The top 5 investment strategies for Ontario real estate investors

There are many different ways to invest in Ontario real estate. As with any investment, the opportunities range in complexity, risk level, and ease of entry. This article introduces some of the more common approaches to real estate investments. Which should you choose? That depends on your personal financial situation, access to financing and risk tolerance.

The top 5 investment strategies for Ontario real estate are…

  1. The “Buy and Hold” strategy
  2. The “Flip”
  3. The “Hybrid” – buy, fix up, and hold
  4. The “Joint Venture”
  5. The “Rent to Own”

 1.       The Buy and Hold

The strategy for ‘Buy and Hold’ is simple: buy a rental property that is slightly under market value and hold it for the long term. The goal is to have tenants gradually pay off the mortgage so that in the end you have a property that is mortgage-free and on which rental income is being paid to you indefinitely. Buy and Hold is a popular option for Ontario investors, because it is one of the most straight-forward real estate investment strategies. As long as the property’s income covers the expenses (note that each lender has slightly different ways of calculating this), and as long as you have a minimum 20% down payment, it is also the easiest real estate investment to finance.

2.       The Flip

The Flip is a popular strategy that has been the subject of many television shows in Canada, the United States and beyond.
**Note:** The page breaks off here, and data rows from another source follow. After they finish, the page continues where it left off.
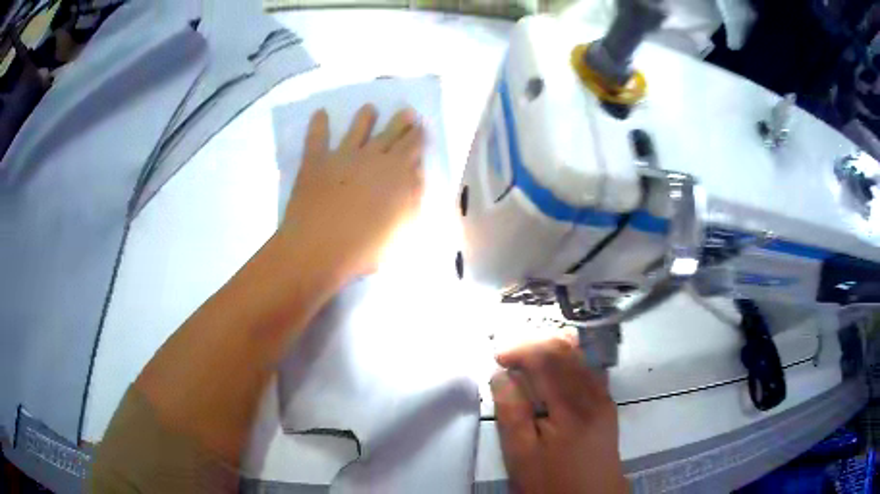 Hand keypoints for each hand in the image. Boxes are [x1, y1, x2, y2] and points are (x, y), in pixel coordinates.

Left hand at [282, 104, 424, 281]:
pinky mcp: (315, 162)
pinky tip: (320, 113)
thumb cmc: (367, 247)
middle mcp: (372, 157)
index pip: (412, 147)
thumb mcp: (403, 226)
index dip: (418, 135)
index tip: (421, 126)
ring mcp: (342, 156)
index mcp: (396, 172)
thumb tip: (415, 173)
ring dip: (364, 117)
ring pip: (356, 130)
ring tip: (369, 107)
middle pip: (389, 134)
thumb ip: (412, 196)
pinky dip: (318, 124)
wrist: (320, 249)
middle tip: (406, 111)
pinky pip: (316, 138)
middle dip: (400, 122)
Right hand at [491, 337, 627, 493]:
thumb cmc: (551, 482)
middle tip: (509, 357)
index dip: (520, 349)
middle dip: (535, 345)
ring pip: (579, 357)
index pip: (547, 357)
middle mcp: (594, 394)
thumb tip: (501, 374)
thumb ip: (511, 411)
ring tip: (526, 362)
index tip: (497, 357)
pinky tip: (553, 372)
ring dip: (550, 351)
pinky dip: (566, 362)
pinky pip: (587, 370)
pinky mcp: (606, 404)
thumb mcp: (521, 454)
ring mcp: (603, 397)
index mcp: (573, 406)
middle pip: (566, 350) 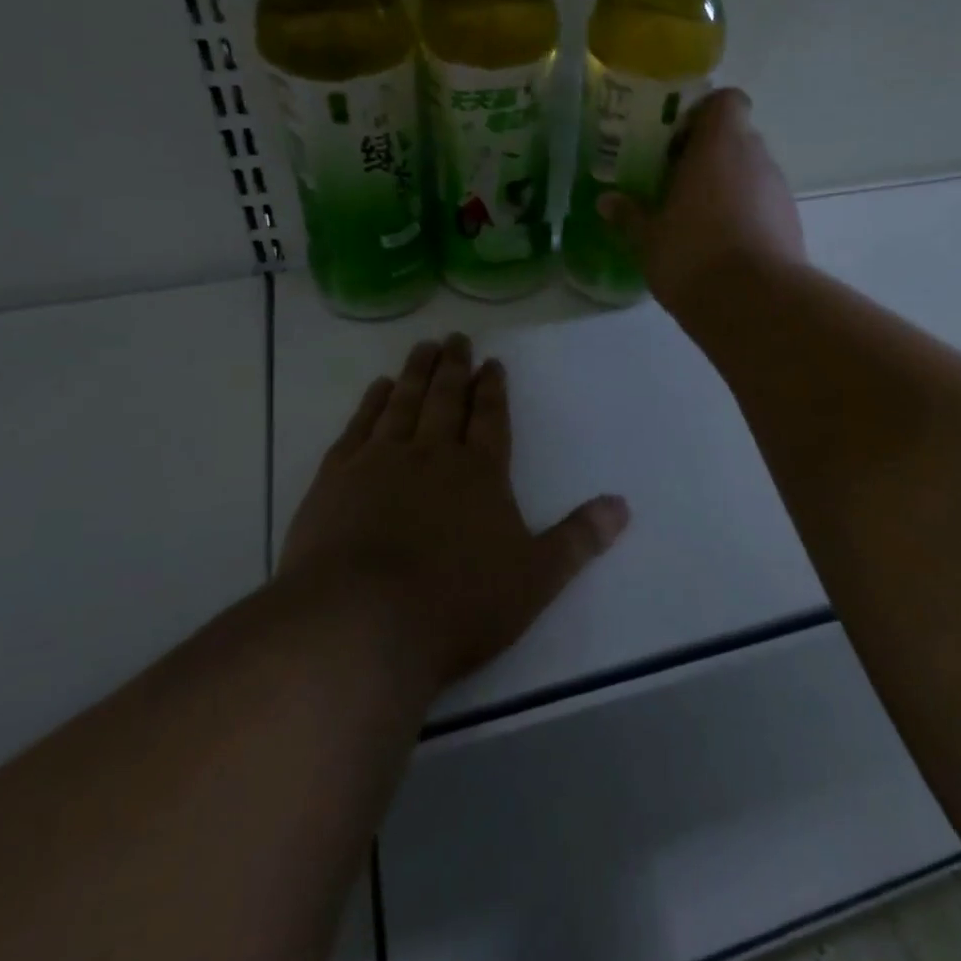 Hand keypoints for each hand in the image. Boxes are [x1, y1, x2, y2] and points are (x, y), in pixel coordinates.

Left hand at [278, 334, 629, 689]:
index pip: (491, 418)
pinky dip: (371, 403)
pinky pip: (359, 426)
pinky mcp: (337, 478)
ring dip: (416, 373)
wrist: (362, 623)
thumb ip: (578, 540)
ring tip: (423, 347)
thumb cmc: (457, 604)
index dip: (493, 389)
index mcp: (480, 473)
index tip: (491, 362)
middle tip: (456, 337)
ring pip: (404, 403)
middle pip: (446, 399)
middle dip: (454, 367)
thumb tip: (623, 506)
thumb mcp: (534, 579)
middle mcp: (432, 454)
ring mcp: (380, 461)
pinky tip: (378, 388)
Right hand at [599, 88, 806, 312]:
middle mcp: (756, 157)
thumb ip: (629, 215)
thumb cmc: (692, 255)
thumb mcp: (648, 238)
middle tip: (675, 180)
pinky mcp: (792, 223)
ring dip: (727, 185)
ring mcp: (779, 190)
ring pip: (750, 172)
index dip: (704, 113)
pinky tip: (720, 244)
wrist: (754, 304)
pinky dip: (744, 213)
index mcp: (720, 144)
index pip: (727, 101)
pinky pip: (763, 204)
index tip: (677, 139)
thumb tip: (606, 202)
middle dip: (709, 154)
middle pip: (736, 137)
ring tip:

In concept, the flip is simple: buy a home significantly under market value, renovate it, stage it, and then sell it for a profit. In reality, it can take quite a while to find a great property to buy and flip. As well, it is typically easier to live through a Flip if you or someone you trust has home renovation skills. In any event, if done correctly, the rewards can be significant. On the financing side, it is a little trickier to obtain a mortgage for a ‘flip’ property since you won’t be able to show an income from it until it is sold. Keep in mind that you may have to work with specialized lenders to obtain the necessary financing. The key to success? Ensure that you factor in all your financing costs when calculating the expected profit on your Flip.

3.       The Hybrid

The Hybrid strategy is a combination of the Buy and Hold, and the Flip. Most Hybrid strategies start with the purchase of a property that is undervalued due to the fact that it needs a fair amount of renovation or care. The property is then improved with the intention of holding it for a longer term and renting it, before ultimately selling when the market is favourable. As with the Flip, you may need to look at financing the property more creatively, possibly using a combination of financing sources. As with the Flip strategy, being realistic about your financing costs when calculating your expected profits is critical to ensuring that your investment goals are achieved.

4.       The Joint Venture

Many investors who don’t have (or don’t want to tie up) funds in purchasing an investment property on their own, will team up in a partnership with someone with the same investment goals. In a joint venture it is vital to have absolutely everything in writing before any money changes hands. You should outline not only the initial financial expectations of each party but also things like:

  • how you’ll decide when or how to do repairs or renovations (and who pays for them)
  • how you’ll select tenants and who deals with them (if applicable)
  • when you intend to sell and based on what criteria

To obtain financing, make sure that your investment partner has good credit and is not overextended before sitting down with your mortgage professional to talk about your financing options.

 5.       The Rent to Own

The Rent to Own strategy has once again been gaining in popularity in Ontario. The way it works: investors purchase a property, but rather than advertising it as a traditional rental, they look for future owners. These are typically people who want to own their own home, but can’t, because they either have credit issues or an insufficient down payment. From an investor perspective, you would negotiate an agreement to have them purchase the property at a predetermined price, by a predetermined date. In addition, an “option fee” of a few thousand dollars is typically charged to secure the property. For a predetermined length of time (usually 2-4 years) market rent is charged, plus a predetermined amount is charged on top of the rent, that goes toward the tenant’s future down payment. On the financing side of things, the investor needs to ensure that the property “cash flows” at the market rent. Just as importantly, the tenants or future owners should work with a qualified mortgage professional to develop and stick to a plan that will enable them to end up in a satisfactory financial position with good credit, in order to qualify for a mortgage when the time comes for them to purchase the property.

Now you are armed with some basic information on the most popular ways to invest in Ontario real estate. As with any investment, financing will be your greatest concern. Speak with a trustworthy Ontario-based realtor and mortgage professional who can help you decide which approach is best for you and your family. Happy investing!